Here are just six myths that are common the most.

Photo by Javier Peñas on Unsplash

Remote workers don’t work at all

Usually, topping the list is the misconception that remote workers aren’t really working at all. It’s often said that remote workers just watch TV, play computer games, or completing household chores instead of getting work done.

The reality is that most work-from-home professionals are more productive than in-office workers. But how is it possible? Nobody or nothing wants you to be interrupted or distracted from work. Usually, companies set up the exact number of working hours.

Remote workers don’t belong to company culture

It’s a common misconception, and it’s understandable why. Guess you heard about freelancers and their attitude to work. I mean, they do work at the most suitable time and price for them and clients. But what about remote companies? Is it the same? Absolutely — no. We work in the same way as an office.

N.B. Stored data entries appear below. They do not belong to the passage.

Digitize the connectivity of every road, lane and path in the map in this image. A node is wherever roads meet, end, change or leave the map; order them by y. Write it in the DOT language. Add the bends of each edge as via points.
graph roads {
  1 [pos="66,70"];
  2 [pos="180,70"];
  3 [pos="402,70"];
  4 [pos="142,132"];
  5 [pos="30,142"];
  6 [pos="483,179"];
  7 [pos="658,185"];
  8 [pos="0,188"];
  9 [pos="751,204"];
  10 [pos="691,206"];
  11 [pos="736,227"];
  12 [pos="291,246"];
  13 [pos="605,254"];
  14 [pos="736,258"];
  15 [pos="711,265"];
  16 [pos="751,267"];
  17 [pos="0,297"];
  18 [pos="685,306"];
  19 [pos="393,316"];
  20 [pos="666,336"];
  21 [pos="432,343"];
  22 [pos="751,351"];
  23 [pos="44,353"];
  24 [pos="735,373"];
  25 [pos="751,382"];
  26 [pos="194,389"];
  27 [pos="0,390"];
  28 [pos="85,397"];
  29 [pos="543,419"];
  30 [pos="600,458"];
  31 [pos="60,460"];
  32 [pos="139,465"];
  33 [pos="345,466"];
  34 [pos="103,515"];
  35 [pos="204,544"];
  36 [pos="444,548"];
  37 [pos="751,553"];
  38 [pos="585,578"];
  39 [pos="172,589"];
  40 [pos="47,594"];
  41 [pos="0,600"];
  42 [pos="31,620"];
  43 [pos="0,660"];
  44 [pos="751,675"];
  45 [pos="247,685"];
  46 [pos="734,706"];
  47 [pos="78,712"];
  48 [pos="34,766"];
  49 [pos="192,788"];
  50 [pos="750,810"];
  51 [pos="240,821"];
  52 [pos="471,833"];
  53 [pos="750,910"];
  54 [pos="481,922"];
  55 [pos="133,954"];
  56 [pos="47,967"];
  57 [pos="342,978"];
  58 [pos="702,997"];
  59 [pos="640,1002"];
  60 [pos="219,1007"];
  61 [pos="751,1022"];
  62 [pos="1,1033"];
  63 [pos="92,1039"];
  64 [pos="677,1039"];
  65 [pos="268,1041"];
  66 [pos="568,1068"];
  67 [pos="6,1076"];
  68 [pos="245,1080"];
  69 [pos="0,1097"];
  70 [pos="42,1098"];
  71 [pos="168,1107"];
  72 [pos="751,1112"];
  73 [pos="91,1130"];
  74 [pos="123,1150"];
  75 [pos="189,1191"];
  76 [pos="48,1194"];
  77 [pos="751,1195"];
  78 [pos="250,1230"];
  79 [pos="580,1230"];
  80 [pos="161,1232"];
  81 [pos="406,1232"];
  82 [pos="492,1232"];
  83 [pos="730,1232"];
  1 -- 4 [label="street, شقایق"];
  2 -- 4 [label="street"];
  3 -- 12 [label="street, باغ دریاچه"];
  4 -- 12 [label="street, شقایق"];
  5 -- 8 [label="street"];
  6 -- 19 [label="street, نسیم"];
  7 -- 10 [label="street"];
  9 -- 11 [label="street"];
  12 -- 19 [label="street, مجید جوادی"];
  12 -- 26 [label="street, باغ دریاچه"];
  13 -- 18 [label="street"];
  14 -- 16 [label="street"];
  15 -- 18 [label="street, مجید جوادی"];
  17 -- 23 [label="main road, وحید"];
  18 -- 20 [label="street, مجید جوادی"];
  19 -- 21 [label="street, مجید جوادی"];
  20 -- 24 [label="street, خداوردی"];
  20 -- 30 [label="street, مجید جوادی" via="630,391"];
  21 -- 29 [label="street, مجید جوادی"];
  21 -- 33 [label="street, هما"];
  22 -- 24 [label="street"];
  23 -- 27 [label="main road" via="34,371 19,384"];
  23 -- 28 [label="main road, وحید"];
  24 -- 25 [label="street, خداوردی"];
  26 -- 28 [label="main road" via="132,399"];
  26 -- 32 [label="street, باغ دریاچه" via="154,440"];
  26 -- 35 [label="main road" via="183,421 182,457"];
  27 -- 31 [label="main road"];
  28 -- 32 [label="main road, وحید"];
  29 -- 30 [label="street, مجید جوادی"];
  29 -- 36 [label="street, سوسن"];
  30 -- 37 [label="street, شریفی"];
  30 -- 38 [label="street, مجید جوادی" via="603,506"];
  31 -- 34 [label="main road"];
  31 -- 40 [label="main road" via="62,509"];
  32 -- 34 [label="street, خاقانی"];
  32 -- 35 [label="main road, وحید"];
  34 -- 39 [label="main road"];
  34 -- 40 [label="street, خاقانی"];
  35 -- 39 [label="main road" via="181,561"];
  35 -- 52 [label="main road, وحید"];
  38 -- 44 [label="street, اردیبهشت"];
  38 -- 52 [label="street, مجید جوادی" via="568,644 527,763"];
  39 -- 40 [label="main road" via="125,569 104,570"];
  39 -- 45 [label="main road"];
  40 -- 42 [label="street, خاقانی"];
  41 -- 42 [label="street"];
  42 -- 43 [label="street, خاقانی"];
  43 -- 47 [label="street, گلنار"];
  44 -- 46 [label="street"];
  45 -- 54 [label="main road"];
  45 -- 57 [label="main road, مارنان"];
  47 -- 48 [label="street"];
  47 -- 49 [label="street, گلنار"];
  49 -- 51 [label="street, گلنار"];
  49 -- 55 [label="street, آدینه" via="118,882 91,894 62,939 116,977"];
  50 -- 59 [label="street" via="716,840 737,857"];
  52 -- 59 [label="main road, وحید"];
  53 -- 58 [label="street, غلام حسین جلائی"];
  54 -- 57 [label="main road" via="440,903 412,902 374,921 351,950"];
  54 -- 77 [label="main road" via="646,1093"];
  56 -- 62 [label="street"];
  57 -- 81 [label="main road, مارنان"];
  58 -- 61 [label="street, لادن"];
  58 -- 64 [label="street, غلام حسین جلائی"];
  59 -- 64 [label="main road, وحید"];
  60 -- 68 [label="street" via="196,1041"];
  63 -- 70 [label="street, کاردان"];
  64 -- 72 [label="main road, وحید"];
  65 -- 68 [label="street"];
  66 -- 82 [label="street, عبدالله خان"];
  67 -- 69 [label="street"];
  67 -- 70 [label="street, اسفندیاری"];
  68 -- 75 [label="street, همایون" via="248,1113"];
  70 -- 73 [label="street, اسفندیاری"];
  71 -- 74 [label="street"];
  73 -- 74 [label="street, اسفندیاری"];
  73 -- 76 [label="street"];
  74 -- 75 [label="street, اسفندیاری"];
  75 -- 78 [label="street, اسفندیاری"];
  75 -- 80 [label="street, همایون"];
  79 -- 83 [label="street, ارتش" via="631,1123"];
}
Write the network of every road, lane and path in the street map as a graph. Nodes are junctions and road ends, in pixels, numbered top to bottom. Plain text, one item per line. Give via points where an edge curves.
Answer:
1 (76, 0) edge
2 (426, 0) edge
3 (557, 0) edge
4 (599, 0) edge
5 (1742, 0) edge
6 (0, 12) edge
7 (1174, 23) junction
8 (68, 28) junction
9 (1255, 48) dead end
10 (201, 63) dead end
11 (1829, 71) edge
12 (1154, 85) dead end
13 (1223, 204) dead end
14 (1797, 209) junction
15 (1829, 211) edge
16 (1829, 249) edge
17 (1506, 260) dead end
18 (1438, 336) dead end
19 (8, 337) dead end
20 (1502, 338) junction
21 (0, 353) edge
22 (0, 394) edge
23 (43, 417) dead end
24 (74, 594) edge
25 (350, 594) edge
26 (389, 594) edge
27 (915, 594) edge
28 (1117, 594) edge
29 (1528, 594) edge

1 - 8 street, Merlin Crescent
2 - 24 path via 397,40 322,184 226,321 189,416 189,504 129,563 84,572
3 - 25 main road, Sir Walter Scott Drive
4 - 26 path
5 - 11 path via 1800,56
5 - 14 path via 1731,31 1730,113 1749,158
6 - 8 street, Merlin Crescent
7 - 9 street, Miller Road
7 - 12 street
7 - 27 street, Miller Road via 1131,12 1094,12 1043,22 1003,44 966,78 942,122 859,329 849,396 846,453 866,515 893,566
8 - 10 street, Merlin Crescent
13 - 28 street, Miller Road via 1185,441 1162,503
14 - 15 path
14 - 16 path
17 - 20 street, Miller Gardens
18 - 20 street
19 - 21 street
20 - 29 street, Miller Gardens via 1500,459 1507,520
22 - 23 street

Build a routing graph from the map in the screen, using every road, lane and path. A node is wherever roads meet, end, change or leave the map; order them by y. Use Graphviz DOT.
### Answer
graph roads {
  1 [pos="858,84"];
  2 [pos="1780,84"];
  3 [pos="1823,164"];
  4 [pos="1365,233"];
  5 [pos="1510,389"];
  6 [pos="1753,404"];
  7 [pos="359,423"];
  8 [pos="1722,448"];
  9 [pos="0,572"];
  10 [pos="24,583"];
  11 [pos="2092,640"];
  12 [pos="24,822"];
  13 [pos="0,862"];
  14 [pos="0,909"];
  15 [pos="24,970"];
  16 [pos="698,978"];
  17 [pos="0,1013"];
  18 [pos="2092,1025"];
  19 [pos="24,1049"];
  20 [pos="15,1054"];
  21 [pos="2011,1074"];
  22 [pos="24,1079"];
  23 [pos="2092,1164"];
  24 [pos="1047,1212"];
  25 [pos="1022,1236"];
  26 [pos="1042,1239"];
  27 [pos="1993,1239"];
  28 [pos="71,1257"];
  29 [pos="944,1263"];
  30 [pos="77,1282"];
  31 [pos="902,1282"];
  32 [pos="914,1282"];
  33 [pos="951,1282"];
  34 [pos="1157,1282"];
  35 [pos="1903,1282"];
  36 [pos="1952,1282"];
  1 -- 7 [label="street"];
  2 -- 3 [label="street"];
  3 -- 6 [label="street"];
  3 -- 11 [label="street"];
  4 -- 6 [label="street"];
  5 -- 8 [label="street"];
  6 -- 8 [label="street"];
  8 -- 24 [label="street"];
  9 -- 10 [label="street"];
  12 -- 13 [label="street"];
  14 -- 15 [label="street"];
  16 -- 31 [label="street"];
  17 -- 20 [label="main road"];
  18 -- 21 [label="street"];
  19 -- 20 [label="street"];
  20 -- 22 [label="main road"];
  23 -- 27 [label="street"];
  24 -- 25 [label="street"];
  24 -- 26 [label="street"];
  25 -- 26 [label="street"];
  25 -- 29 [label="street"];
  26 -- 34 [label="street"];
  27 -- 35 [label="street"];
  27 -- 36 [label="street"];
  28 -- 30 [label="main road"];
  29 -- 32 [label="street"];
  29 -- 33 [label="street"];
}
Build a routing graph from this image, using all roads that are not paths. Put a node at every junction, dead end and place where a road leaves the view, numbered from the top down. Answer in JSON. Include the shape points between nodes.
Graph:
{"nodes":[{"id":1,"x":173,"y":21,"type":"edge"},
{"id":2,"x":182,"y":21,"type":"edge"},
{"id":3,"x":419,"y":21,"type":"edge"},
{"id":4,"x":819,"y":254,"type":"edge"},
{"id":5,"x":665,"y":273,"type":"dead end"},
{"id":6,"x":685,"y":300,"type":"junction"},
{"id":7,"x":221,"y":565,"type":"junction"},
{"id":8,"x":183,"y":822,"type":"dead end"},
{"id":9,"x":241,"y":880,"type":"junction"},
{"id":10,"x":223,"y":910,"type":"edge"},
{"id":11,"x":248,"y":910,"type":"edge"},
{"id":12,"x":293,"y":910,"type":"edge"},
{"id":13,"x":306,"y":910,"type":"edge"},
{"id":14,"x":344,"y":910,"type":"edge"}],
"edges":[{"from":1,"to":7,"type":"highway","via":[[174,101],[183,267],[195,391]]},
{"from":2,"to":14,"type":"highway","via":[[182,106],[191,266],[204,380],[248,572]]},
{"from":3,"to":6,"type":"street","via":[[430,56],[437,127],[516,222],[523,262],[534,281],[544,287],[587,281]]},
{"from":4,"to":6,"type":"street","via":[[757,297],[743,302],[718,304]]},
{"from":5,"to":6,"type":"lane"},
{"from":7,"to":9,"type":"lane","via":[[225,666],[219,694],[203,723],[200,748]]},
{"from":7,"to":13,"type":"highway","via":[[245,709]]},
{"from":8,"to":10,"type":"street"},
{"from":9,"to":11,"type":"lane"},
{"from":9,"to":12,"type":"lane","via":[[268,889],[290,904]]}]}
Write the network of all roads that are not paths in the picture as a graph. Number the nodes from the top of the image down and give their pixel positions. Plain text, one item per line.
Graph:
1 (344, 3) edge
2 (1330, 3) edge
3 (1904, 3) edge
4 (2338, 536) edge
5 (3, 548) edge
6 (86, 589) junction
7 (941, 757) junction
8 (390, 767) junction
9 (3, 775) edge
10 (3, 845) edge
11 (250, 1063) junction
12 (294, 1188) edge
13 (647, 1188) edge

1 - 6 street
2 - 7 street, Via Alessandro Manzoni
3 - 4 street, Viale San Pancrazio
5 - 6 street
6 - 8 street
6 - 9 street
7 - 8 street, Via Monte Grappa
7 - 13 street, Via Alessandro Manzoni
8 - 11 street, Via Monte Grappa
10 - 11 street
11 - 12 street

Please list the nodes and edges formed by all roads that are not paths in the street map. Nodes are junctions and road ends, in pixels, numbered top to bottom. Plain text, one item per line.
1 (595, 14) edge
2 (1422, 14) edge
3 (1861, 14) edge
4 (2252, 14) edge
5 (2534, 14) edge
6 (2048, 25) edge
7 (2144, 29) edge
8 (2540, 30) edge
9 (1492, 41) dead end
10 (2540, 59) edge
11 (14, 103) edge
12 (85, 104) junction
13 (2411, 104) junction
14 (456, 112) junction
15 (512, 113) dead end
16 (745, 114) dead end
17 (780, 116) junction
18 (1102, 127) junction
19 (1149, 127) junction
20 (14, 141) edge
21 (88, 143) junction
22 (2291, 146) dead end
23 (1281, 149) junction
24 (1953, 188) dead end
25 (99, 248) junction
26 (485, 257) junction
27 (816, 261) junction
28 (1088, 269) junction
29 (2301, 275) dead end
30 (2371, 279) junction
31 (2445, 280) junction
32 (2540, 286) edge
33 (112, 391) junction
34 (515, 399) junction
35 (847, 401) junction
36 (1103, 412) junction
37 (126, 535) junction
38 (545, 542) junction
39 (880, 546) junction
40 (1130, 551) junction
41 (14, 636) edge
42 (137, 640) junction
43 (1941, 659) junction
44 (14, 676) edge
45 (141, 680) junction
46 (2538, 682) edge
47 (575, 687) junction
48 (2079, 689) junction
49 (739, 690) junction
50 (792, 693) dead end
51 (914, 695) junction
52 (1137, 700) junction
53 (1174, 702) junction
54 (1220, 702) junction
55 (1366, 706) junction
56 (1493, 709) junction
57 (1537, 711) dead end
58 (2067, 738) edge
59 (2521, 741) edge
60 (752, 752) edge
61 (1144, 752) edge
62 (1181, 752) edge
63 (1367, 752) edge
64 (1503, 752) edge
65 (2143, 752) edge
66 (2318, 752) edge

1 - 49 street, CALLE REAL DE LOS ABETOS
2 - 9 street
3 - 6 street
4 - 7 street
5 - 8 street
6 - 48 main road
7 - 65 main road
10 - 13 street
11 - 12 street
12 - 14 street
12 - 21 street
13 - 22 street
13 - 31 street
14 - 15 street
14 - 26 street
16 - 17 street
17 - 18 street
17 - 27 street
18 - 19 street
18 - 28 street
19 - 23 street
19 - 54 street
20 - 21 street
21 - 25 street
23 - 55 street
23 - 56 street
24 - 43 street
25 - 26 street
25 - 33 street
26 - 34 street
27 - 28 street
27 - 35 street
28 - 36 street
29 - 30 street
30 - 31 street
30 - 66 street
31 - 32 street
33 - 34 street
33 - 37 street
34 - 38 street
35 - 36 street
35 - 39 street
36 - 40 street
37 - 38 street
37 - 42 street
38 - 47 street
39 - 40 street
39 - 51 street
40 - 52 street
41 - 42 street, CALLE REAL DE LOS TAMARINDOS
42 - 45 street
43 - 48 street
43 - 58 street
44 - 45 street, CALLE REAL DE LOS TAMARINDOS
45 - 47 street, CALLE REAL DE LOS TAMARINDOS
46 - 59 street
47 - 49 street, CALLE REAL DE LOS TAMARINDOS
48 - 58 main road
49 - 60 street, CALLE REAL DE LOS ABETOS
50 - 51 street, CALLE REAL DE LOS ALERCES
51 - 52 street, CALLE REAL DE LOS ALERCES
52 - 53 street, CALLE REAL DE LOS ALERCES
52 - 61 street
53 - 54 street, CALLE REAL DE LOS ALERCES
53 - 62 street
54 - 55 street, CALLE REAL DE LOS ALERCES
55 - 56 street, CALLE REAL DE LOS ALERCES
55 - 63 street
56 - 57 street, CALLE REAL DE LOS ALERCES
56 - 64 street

Here in JetThoughts, we have:

  1. Values

  2. Mission and Vision

  3. Processes

  4. Rules

  5. Strategies

Check our previous article about A typical day at JetThoughts

Remote employees should be available 24/7

It’s believed that remote workers are expected to be available 24/7 as almost a form of payment for working remotely. But actually, it’s no true. Everybody has working schedules, so you can work in a way that suits you. Depending on your natural body clock, you may work well at 1 am, 4 pm or 8 am. Remote workers keep similar schedules to their office counterparts, and the same expectations of work-life balance should be placed upon them. Usually, it’s an eight-hour day. The best option here is clear communication, so when you work remotely, you need to warn colleagues about your working time, in order not to disturb others.

Remote work is distracting

Offices can be loud and very disruptive places. One person speaking on the phone may be doing their job, but also distracting another worker who is trying to solve a problem or colleagues who want you to drink coffee with. Remote workers can often avoid these things and stay on task longer. It’s easy to concentrate on work in silence.

Even more, 86% of employees say they’re most productive when they work alone — devoid of distractions like inefficient meetings, office gossip, or loud office spaces. And it’s true!

Remote work makes you feel loneliness

Working remotely does not mean being at home all day and all night. Sure, someone prefers to work alone in their home, but that’s not only the one option. Nowadays, there are various coworking spaces, coffee shops, and cafes for these “office-less” workers. If you might feel lonely, take your laptop and visit some of these places!

Besides, you can meet somebody new and make friends.

Photo by Marvin Meyer on Unsplash

Furthermore, in JetThoughts, we chat every day, using Discord. Team members who are from the same city, can meet and work together. We also try to minimize situations in which people are left alone, and we strive to support each other in the distance. So, we frequently do video conferencing.